Everything has become 'needs' based. And the systems encourage people to exaggerate their needs and play the system in order to get most benefit.

Beveridge himself, the founder of the modern welfare state, was aware of this. In 1948, six years after his great attack on the five giants of want, disease, ignorance, squalor and idleness, he wrote another report that expressed his fear that his reforms might encourage people to focus too passively on their needs. He wondered if there was enough “room, opportunity and encouragement for voluntary action in seeking new ways of social advance... services of a kind which often money cannot buy”.
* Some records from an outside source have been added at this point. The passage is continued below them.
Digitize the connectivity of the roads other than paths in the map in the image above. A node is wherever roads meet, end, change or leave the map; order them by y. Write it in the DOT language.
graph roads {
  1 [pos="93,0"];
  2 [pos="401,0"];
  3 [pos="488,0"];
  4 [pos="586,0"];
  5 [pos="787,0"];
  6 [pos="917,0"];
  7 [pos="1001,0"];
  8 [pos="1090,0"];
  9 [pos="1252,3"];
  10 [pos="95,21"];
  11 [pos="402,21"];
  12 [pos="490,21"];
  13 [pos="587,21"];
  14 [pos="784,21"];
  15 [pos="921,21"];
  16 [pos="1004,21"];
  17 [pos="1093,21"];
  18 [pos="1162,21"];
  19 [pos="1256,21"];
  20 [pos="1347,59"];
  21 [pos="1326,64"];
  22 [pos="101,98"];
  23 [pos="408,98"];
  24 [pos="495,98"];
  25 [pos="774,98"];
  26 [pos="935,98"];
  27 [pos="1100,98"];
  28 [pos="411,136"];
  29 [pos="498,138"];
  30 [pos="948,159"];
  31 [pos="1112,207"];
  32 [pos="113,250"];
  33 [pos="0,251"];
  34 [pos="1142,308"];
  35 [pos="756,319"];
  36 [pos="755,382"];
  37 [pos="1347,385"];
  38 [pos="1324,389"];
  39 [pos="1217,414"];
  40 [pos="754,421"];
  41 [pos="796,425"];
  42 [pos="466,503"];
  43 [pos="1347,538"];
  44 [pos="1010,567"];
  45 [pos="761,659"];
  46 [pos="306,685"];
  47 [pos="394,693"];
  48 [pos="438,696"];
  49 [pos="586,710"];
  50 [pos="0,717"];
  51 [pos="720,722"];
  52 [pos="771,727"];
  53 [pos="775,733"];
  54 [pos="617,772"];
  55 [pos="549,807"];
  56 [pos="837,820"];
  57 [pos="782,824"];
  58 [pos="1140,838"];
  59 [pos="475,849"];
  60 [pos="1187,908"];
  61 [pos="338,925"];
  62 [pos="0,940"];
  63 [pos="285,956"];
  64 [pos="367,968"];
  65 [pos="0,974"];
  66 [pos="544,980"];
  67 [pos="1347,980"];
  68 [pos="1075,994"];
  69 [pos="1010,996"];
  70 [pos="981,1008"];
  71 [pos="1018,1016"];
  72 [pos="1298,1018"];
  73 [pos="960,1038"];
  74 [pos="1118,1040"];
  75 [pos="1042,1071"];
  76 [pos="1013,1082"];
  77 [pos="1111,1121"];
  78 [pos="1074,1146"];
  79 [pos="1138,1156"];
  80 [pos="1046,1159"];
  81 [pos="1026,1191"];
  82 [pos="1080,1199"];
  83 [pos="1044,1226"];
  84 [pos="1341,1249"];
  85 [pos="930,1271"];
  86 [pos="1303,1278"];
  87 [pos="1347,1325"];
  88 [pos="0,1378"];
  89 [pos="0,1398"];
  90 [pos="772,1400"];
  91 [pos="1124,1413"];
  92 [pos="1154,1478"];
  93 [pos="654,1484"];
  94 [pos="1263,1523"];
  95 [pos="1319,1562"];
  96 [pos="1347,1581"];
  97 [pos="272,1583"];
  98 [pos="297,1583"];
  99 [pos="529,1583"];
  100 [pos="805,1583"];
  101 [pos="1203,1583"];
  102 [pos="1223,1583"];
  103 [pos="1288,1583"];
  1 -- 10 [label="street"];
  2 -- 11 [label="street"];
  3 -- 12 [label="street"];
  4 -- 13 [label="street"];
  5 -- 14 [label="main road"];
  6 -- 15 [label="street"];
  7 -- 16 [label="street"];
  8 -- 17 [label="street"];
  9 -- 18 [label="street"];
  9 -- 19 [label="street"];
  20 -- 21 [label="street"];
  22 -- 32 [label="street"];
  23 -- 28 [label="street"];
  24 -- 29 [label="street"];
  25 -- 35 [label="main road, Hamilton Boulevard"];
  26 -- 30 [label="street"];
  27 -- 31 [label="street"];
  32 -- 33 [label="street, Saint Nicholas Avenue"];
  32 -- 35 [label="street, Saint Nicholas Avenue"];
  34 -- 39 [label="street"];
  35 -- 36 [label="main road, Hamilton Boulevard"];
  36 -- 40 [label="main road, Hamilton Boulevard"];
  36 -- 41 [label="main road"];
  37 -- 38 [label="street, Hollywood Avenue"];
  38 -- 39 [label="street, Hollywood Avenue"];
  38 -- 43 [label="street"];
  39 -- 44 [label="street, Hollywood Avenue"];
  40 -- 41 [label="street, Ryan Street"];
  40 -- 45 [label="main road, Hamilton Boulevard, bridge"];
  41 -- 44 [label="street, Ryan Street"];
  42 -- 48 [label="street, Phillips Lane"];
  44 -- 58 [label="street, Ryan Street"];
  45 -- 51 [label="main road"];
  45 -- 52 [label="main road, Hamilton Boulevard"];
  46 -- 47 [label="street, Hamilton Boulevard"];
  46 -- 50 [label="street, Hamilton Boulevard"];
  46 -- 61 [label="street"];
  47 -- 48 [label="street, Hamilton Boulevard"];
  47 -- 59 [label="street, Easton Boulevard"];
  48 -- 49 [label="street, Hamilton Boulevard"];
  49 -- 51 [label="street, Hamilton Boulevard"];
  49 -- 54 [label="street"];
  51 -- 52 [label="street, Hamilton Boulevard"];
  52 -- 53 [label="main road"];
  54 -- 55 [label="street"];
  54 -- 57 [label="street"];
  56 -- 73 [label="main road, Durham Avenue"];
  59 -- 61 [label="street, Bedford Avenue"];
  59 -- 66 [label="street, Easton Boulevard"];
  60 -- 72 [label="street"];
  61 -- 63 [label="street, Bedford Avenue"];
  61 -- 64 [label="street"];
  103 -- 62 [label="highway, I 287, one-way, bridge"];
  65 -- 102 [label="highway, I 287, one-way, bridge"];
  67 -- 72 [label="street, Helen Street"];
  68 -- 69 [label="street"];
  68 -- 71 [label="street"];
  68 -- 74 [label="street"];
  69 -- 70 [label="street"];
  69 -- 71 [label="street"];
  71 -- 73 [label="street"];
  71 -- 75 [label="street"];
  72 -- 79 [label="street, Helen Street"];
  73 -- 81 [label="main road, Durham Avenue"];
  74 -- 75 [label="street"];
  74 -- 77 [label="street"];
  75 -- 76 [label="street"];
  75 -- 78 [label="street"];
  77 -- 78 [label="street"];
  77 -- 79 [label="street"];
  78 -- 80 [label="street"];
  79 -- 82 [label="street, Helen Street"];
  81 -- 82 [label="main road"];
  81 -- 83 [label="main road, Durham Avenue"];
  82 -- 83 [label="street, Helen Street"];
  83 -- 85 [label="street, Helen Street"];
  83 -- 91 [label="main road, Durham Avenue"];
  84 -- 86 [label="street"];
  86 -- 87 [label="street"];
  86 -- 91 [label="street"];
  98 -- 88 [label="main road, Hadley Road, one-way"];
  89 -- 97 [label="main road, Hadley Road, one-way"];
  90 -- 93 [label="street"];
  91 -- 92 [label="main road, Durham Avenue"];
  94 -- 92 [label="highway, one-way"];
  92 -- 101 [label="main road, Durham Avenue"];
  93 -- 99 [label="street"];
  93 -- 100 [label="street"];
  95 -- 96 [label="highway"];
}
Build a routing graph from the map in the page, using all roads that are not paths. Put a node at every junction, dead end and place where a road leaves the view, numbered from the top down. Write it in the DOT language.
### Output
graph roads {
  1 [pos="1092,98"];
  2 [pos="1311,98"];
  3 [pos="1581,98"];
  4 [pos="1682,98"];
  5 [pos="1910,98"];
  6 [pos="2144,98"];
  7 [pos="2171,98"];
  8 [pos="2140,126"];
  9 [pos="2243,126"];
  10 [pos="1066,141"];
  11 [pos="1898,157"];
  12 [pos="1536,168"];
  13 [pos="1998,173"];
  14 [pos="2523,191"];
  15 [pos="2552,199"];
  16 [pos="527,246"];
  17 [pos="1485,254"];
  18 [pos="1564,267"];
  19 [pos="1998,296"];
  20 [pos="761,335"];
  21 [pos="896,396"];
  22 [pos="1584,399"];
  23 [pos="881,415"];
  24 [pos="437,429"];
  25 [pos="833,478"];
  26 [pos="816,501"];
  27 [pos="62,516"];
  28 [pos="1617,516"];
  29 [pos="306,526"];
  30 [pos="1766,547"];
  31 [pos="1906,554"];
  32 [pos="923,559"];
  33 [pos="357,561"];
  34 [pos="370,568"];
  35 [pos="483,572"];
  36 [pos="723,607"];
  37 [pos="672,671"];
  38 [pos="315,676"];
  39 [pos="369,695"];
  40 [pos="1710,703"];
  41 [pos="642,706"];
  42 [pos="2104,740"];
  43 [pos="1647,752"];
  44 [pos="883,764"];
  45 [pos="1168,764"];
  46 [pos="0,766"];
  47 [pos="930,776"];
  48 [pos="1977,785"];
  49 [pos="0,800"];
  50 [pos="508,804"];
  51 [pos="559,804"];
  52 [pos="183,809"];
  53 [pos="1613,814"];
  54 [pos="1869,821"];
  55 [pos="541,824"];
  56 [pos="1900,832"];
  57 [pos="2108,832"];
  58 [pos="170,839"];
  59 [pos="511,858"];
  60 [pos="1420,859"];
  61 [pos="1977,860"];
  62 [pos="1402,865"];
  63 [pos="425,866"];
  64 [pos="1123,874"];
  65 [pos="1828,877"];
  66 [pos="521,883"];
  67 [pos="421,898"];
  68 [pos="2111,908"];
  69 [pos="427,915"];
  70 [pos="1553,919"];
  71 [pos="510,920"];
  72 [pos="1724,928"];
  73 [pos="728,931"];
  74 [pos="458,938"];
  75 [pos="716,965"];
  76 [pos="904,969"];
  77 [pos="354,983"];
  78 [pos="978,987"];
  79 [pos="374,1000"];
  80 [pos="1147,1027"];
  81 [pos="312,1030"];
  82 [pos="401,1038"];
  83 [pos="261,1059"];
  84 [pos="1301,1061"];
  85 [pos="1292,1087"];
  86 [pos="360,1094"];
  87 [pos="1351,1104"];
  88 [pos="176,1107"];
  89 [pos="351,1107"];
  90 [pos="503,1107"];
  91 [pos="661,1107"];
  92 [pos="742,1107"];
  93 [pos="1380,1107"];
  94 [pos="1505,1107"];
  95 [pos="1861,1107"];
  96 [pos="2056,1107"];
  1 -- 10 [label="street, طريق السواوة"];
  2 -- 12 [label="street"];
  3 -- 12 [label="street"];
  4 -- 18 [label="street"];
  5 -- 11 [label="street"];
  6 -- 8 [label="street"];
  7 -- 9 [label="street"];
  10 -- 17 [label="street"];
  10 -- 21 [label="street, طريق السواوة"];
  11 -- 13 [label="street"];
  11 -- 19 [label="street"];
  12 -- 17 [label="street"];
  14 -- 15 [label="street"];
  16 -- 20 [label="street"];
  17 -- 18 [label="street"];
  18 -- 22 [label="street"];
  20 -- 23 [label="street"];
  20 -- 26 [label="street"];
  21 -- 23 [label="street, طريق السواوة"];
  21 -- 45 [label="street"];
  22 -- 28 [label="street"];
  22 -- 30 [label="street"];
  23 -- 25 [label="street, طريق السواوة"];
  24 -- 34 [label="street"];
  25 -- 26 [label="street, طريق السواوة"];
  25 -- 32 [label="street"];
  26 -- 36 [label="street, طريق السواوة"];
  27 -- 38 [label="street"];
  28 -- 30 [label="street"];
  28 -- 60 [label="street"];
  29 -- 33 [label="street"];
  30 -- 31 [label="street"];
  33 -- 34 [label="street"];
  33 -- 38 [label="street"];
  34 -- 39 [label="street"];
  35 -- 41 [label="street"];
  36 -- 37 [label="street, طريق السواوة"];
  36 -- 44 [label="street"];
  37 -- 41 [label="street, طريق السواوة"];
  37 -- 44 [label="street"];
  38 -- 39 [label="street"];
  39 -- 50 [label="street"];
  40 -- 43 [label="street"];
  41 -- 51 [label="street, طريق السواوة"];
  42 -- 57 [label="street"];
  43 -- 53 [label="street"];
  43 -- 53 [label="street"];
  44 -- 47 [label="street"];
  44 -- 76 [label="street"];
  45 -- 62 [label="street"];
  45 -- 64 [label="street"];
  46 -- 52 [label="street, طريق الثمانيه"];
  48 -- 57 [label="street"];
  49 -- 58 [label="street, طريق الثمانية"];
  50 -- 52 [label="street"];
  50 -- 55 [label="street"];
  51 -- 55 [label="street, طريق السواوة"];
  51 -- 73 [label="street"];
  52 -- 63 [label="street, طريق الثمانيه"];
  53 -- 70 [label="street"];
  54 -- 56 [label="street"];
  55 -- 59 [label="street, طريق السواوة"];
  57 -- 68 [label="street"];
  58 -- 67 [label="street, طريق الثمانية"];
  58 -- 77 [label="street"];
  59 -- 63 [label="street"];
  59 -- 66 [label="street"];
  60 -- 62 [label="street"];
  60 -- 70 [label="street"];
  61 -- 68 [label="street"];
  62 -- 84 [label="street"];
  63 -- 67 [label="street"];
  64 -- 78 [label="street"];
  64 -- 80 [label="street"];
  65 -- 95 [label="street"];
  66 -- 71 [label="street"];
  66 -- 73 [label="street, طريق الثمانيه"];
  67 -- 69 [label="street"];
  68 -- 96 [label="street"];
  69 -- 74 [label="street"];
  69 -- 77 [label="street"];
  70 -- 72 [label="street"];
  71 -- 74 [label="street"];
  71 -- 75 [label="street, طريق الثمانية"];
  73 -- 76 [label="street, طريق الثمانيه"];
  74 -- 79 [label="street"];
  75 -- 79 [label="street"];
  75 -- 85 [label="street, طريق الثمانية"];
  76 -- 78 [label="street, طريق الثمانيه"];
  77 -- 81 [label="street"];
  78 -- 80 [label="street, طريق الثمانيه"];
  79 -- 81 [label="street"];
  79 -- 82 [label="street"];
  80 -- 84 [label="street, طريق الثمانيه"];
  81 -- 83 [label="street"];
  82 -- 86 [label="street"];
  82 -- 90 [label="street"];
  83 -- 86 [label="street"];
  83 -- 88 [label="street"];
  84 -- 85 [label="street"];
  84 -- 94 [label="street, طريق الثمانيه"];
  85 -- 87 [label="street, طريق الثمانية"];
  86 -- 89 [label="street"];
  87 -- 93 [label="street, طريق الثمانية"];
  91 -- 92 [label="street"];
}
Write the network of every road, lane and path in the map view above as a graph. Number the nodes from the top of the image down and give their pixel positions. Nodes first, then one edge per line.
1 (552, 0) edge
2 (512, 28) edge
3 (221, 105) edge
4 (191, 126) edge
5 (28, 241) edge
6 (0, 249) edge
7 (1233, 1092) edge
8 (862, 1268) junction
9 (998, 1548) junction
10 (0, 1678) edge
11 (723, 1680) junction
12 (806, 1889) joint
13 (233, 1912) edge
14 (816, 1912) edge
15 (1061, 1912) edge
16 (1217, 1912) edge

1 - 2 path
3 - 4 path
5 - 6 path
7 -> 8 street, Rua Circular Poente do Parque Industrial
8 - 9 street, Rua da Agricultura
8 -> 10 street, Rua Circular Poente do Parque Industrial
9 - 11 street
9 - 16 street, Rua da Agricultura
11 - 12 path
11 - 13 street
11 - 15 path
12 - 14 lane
Check participle.net for an alternative approach - which you might appreciate (and which may lend itself to Cynefin on reflection)......

WalterRSmith:

Strange...the word "trust" has yet to appear....

Jeff Walsburg:

I’ve read the discussion with great interest but have a fundamental problem with it. Having for years (decades actually) worked in large industrial organisations in the training field the problem I have is in the definition of competence – actually the fact that no definition of competence is given.
What I’ve read here is philosophy. Competence requires an applied structure for it to make sense. However philosophy with an applied structure becomes dogma (at least for those who are not in control of it).
Competency within most industries is poorly defined, as well, so I’m not just picking on you here. Where it is well defined it can seem quite draconian for some employees however it serves a purpose in the simple/complicated domains.
However back to the important point – what are you trying to define? Do we look at a country as if it were a person and define the set of “skills” that it needs to have? We could possibly apply the ASHEN model to this. Or, are we looking at the deeply held values that a country would need in order to exhibit the set of behaviours we’re looking for?

Sorry, just looking for some context.